Weakness in oil prices and decreased drilling activity in the US was likely enough to keep HP under pressure in the final quarter of the year. The oil & gas exploration & production company has reported triple digit declines in YoY profit growth for the last three quarters, and this quarter is expected to continue that trend with an expectation that earnings will drop 708% from the year-ago quarter (according to FactSet’s aggregated sell side consensus).

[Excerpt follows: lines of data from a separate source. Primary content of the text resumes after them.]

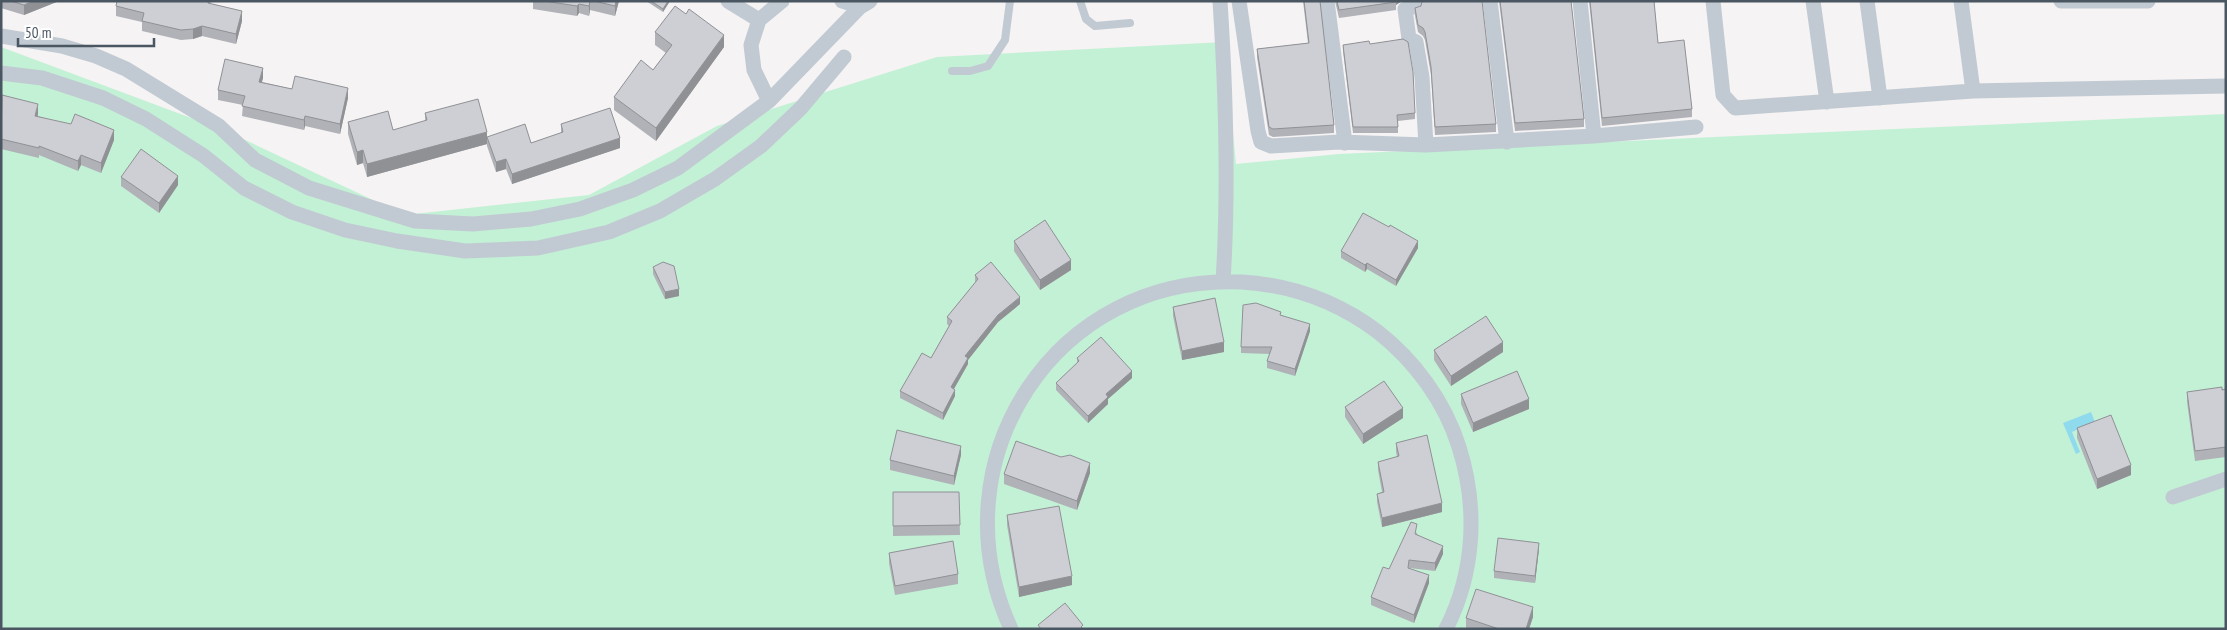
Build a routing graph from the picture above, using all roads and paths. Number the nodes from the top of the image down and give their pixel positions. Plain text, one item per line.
1 (728, 1) edge
2 (782, 1) edge
3 (842, 1) edge
4 (1010, 1) edge
5 (1080, 1) edge
6 (1220, 1) edge
7 (1239, 1) edge
8 (1327, 1) edge
9 (1413, 1) edge
10 (1490, 1) edge
11 (1580, 1) edge
12 (1713, 1) edge
13 (1813, 1) edge
14 (1867, 1) edge
15 (1961, 1) edge
16 (2061, 1) edge
17 (2148, 1) edge
18 (2077, 2) edge
19 (865, 4) edge
20 (759, 20) junction
21 (1130, 23) dead end
22 (1, 36) edge
23 (844, 57) dead end
24 (952, 71) dead end
25 (1, 73) edge
26 (2226, 86) edge
27 (1973, 92) junction
28 (1880, 98) junction
29 (769, 101) junction
30 (1827, 102) junction
31 (1696, 127) dead end
32 (1594, 136) junction
33 (1345, 142) junction
34 (1507, 142) junction
35 (1426, 146) junction
36 (1224, 281) junction
37 (2226, 479) edge
38 (2173, 497) dead end
39 (1011, 629) edge
40 (1446, 629) edge

1 - 20 street
2 - 20 street
3 - 19 street
4 - 24 lane
5 - 21 lane
6 - 36 street
7 - 33 street
8 - 33 street
9 - 35 street
10 - 34 street
11 - 32 street
12 - 30 street
13 - 30 street
14 - 28 street
15 - 27 street
16 - 18 street
17 - 18 street
19 - 29 street
20 - 29 street
22 - 29 street
23 - 25 street
26 - 27 street
27 - 28 street
28 - 30 street
31 - 32 street
32 - 34 street
33 - 35 street
34 - 35 street
36 - 39 street
36 - 40 street
37 - 38 street

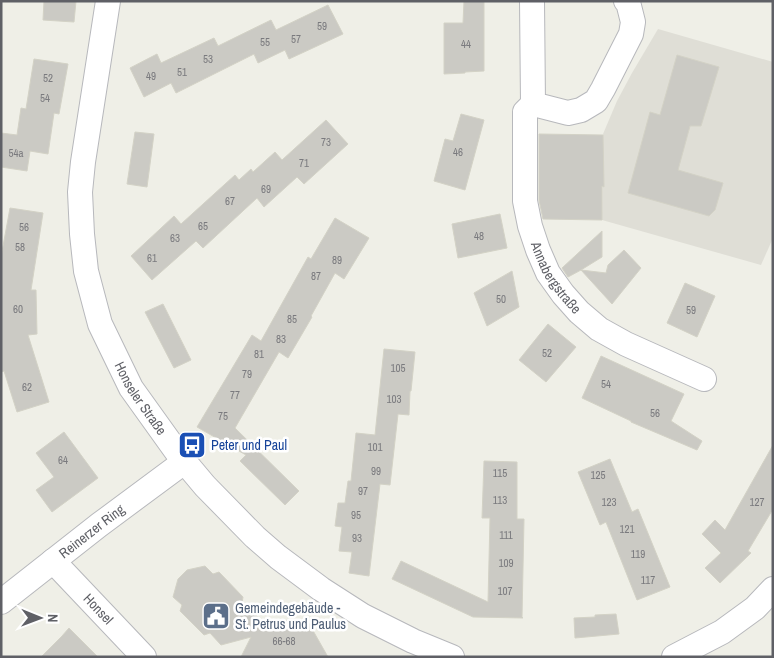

Surprise of the week? Restaurants have been hit hard, but BJRI continues to make strategic investments to weather the storm

BJs Restaurants (BJRI)

  • Company Confirmed Report Date: Thursday, February 11, AMC
  • Previously Inferred Report Date (based on historical data): February 18, AMC
  • Z-Score: -4.52
  • DateBreaks Factor: 3

BJs Restaurants has a history of reporting Q4 results between 2/20-2/22 with a trend of reporting on Thursdays. Changing their report date to the week earlier created a high Z-score of -4.52. A high negative Z-score (we consider anything higher than 3 or lower than -3 to be significant) reflects an earlier than usual confirmed earnings date, which in this case could signal that BJRI is setting up to surprise to the upside. Z-score is also incorporated into our DateBreaks Factor*, for which BJRI has a factor of 3, meaning there is a high positive deviation from the historical trend for the same quarter.

BJRI is an American restaurant chain that owns and operates over 200 restaurants and breweries. This may not seem like an obvious pick considering many locations are only offering limited dine-in capacity due to the COVID-19 pandemic, but the company has invested heavily in many initiatives in order to boost sales during this time, and it seems to be paying off. A few of those initiatives include: digital ordering and delivery options, expanding both indoor and outdoor dining areas in almost all locations, and beta testing a beer subscription service. Just this year alone the stock is up almost 40%. 

Next week peak season rolls on with 963 companies reporting, including those with unusual earnings date patterns which we will be analyzing: TripAdvisor, Park City Group, Medpace Holdings and Armstrong Flooring.


 *The DateBreaks Factor is a Wall Street Horizon proprietary measure, using a modified z-score protocol which looks at standard deviations from the norm and that captures the extent to which a confirmed earnings dates deviates or breaks from historical trend (last 5 years) for the same quarter.

Negative means the earnings date is confirmed to be later than historical average while Positive is earlier.